I intentionally left out tamp pressure. It is a controversial area where people are divided into their beliefs that it does/doesn't influences flow rate. I feel it does. But above a certain (sufficient) tamp pressure, the differences and rate of change become diminishing.

If you are sure that within reason you are tamping at the same pressure as before, and post tamp the puck level within the basket is the same as before, then this won't be it either.

My random guess is that the groomer is set too deep. It is somehow compressing the pre-tamp grind and is adversely affecting the distribution pre-tamp.

If you have a naked pf, it would tell you a lot. Channelling is easy to visually confirm. Different areas blonding at different rates would point the finger at the groomer.

If you don't have naked pf, then we have to do it blind. Doable, but bit of a shag to explain. Will only do so if you come back saying you don't have naked pf.


----------



## u2jewel (Aug 17, 2017)

Just re read your original post.

Even though it is called a distributor, it only grooms the top layer.

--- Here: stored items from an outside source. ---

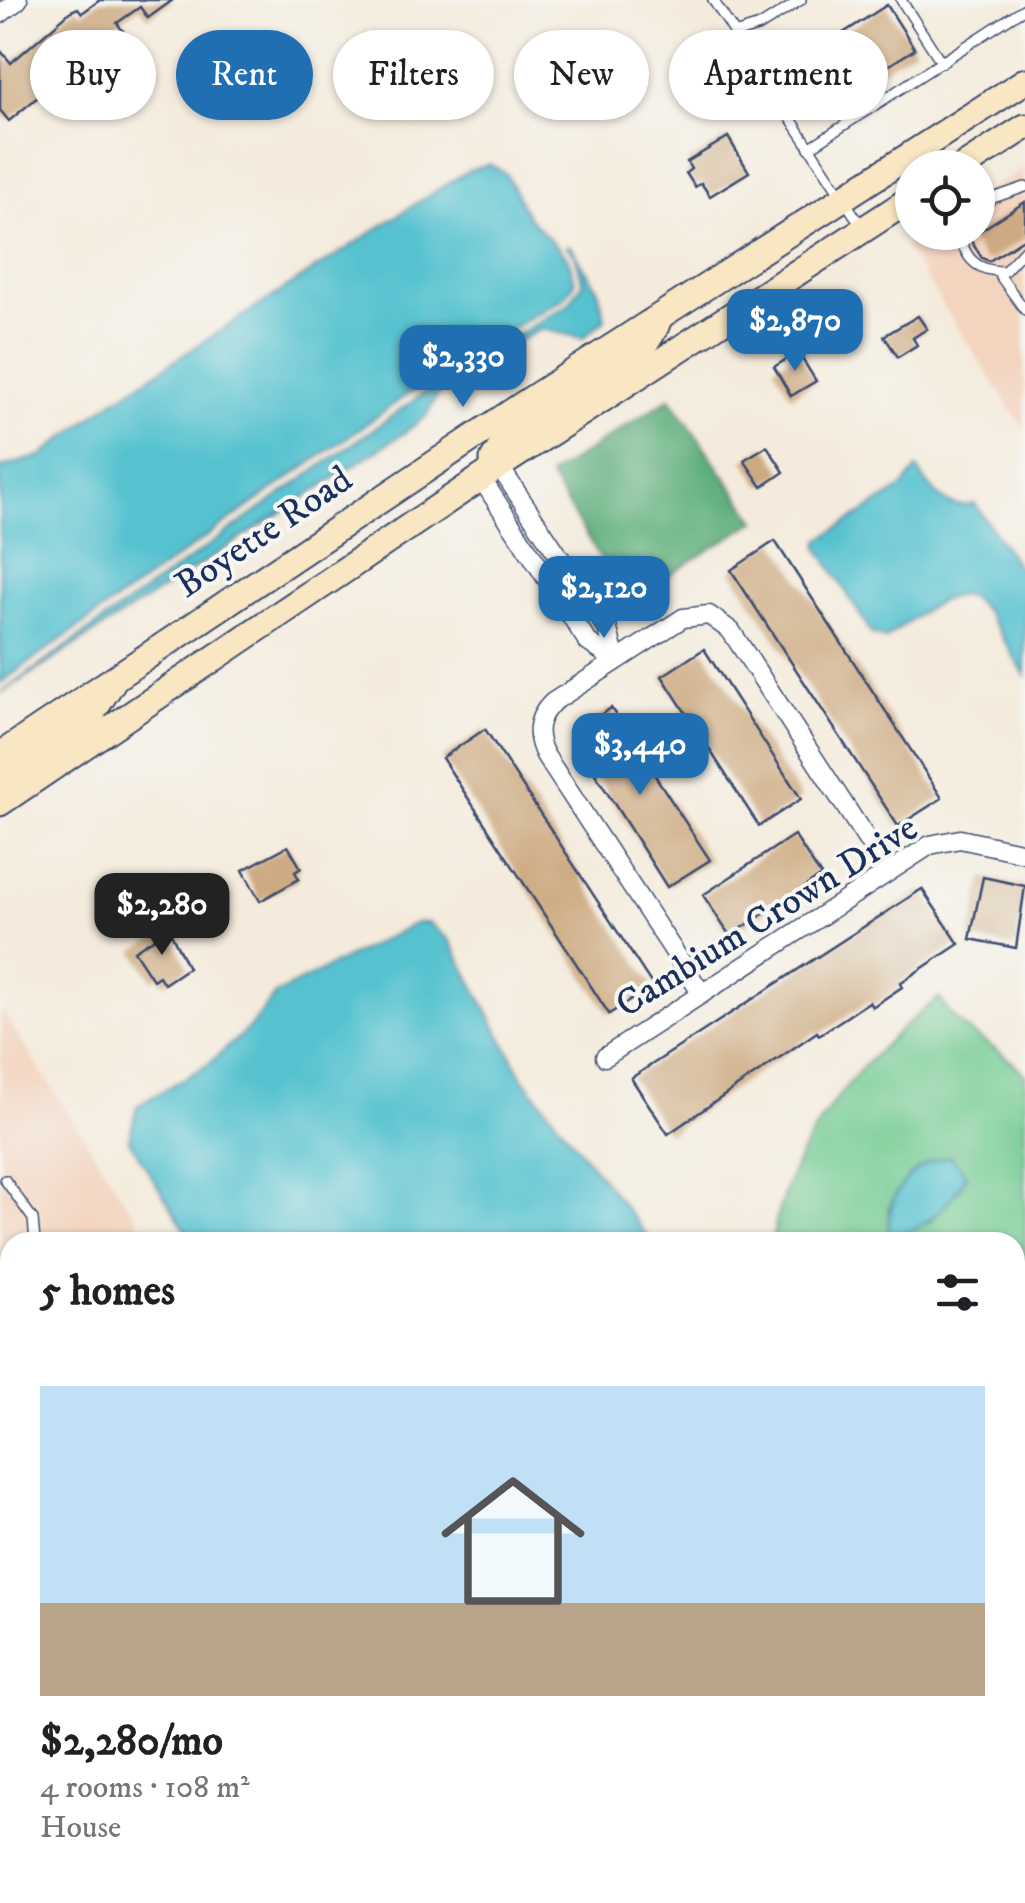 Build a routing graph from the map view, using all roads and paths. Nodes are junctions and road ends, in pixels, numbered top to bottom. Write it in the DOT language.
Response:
graph roads {
  1 [pos="17,0"];
  2 [pos="713,0"];
  3 [pos="801,0"];
  4 [pos="901,0"];
  5 [pos="1025,8"];
  6 [pos="0,14"];
  7 [pos="732,30"];
  8 [pos="747,30"];
  9 [pos="942,63"];
  10 [pos="1025,81"];
  11 [pos="966,118"];
  12 [pos="791,120"];
  13 [pos="1025,124"];
  14 [pos="809,148"];
  15 [pos="987,150"];
  16 [pos="1025,187"];
  17 [pos="842,196"];
  18 [pos="995,197"];
  19 [pos="895,209"];
  20 [pos="864,229"];
  21 [pos="964,250"];
  22 [pos="1025,250"];
  23 [pos="1002,270"];
  24 [pos="1025,310"];
  25 [pos="660,315"];
  26 [pos="489,472"];
  27 [pos="616,661"];
  28 [pos="117,674"];
  29 [pos="0,755"];
  30 [pos="0,779"];
  31 [pos="0,803"];
  32 [pos="1025,852"];
  33 [pos="888,872"];
  34 [pos="702,994"];
  35 [pos="604,1057"];
  36 [pos="2,1178"];
  37 [pos="35,1232"];
  1 -- 6 [label="street"];
  2 -- 7 [label="lane"];
  3 -- 8 [label="lane"];
  4 -- 9 [label="lane"];
  5 -- 9 [label="lane"];
  9 -- 14 [label="lane"];
  10 -- 11 [label="main road, Boyette Road"];
  11 -- 13 [label="main road"];
  11 -- 17 [label="main road, Boyette Road"];
  12 -- 14 [label="lane"];
  13 -- 15 [label="main road"];
  14 -- 17 [label="lane"];
  16 -- 18 [label="lane"];
  17 -- 20 [label="lane"];
  17 -- 25 [label="main road, Boyette Road"];
  19 -- 20 [label="main road, Boyette Road"];
  20 -- 26 [label="main road, Boyette Road"];
  21 -- 23 [label="lane"];
  22 -- 23 [label="lane"];
  23 -- 24 [label="lane"];
  25 -- 26 [label="main road"];
  25 -- 28 [label="main road, Boyette Road"];
  26 -- 27 [label="street"];
  26 -- 31 [label="main road, Boyette Road"];
  27 -- 33 [label="street"];
  27 -- 34 [label="street"];
  28 -- 29 [label="main road, Boyette Road"];
  28 -- 30 [label="main road"];
  32 -- 33 [label="street, Cambium Crown Drive"];
  33 -- 34 [label="street, Cambium Crown Drive"];
  34 -- 35 [label="street, Cambium Crown Drive"];
  36 -- 37 [label="lane"];
}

You do need to continue to shake and distribute just as before ☺. Unfortunately, it doesn't replace that part of the preparation. Grind into the portafilter basket, shake, tap and redistribute all the same at before, then use the grooming tool.


----------



## kennyboy993 (Jan 23, 2017)

Another possibility is the new tool is just levelling the top of the puck.

Try adding shaking back to your process before you level - you might have big holes underneath that perfectly levelled top ;-)


----------



## itguy (Jun 26, 2015)

Thanks for the thoughts on this

I should have mentioned that I do have a naked PF and I didn't get a chance to look at the pour other than it came out nice and central, but I didn't see how even the colouring was. I also tamp using a click mat so tamp pressure should be consistant.

I will add the shake back in and I've also adjusted the distributor to be a bit shallower as i wondered if it was just compressing the top part as it was set quite deep.

Will report back


----------



## itguy (Jun 26, 2015)

Well I've just had another go and wow, back to the proper extraction times and I'm now finding hidden notes in this decaf I've been using.

I set the distribution tool to be quite a bit shallower (so the top half 'ridge' sits on the basket but there is still a little room left to tamp after) and made sure I did my little shake(!) and all is now well.

I lovely uniform single stream from the naked PF with wonderful uniform striping too. I'll try and grab a video next time I use it.

Thanks for the advice


----------